Hi. Im looking for some advice on my 8 yr old son and his fathers relationship.
His father and i have been split for 4 and a half yrs. In this time i can count on one hand the amount of visits he has had and phone calls are far between, he will call every few days for a couple of weeks make a bunch of promises and then not call or anything for six months.
My son has behaviour issues that we have been working hard to help and over the last 6mths he has had massive improvements even the teachers have noticed. He wants/likes talking to his dad but i have noticed over these few years that he will have a good spell his behavour and then his dad rings and he goes backwards. Well on monday night his dad rang. He was fairly well behaved the next day which suprised me enough to point out to a friend. However 2 days after the phone call and he has been suspended for fighting. I have tried talking to his father about my concerns in the past and even went through mediation and pushed a parenting plan with regular visit/calls but he just makes excuses i threatened to cease all contact at the last visit if he did not keep regular contact but and he put up such a fuss about being the father and having rights but once again it was 6 months and my sons behaviour is getting worse when he does call.

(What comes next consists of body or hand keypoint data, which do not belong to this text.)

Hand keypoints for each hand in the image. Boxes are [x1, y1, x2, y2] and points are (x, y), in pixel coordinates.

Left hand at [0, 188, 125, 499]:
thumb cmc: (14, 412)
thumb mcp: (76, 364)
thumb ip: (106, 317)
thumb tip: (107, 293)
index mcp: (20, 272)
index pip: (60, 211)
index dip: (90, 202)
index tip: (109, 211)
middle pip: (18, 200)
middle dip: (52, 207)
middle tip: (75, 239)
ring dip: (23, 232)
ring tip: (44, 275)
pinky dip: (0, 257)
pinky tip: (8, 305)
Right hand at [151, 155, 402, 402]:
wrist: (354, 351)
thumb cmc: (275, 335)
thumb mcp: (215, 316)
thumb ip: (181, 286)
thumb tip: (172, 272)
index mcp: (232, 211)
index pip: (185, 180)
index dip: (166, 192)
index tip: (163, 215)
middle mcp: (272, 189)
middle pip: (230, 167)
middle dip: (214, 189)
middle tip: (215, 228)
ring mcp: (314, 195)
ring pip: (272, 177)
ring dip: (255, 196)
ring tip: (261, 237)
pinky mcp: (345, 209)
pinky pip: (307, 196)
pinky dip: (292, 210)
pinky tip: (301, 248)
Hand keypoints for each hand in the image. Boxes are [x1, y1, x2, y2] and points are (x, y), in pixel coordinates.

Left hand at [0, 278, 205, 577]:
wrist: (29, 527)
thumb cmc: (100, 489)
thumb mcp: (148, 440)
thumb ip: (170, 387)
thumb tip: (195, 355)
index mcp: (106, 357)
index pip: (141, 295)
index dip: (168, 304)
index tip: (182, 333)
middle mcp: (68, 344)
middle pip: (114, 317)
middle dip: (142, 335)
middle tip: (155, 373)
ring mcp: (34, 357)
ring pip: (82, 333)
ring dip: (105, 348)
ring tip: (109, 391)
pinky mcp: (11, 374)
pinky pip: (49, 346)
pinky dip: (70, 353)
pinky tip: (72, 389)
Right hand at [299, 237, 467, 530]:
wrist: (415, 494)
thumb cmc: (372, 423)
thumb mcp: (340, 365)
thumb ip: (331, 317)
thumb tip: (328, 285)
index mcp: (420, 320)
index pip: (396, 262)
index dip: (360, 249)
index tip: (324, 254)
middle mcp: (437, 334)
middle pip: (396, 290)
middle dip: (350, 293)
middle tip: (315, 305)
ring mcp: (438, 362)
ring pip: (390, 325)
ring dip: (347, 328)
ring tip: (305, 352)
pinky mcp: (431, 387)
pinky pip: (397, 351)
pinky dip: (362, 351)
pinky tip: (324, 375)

So heres my problem i dont know whether to allow this to continue happening in the hope that one day he will grow up and be a responsible father. I know how important a father is in a childs life and i do not want to come in beween that. On the other hand the walking in and out of his life is obviously causing him alot of anger and confusion so is it best to cease the contact? I thought i had done the right thing by trying to keep the father/son relationship going but it just seems to have hurt him. Im sorry it isso long im just lost on ehat to do to help my son, any advice would be appreciated.
father/son relationship advice
father/son relationship advice
Posted in:
Relationships & Marriage, Behaviour

1 Replies
Have you documented the visits and phone calls? It sounds like he is not meeting his side of the parenting plan. I'd consider going back to mediation although it could have the opposite effect to what is needed. If you let things go do you think the father would or things slide (visits fall further and further apart until they don't exist)? If you go to mediation he could intensify his contact to prove himself.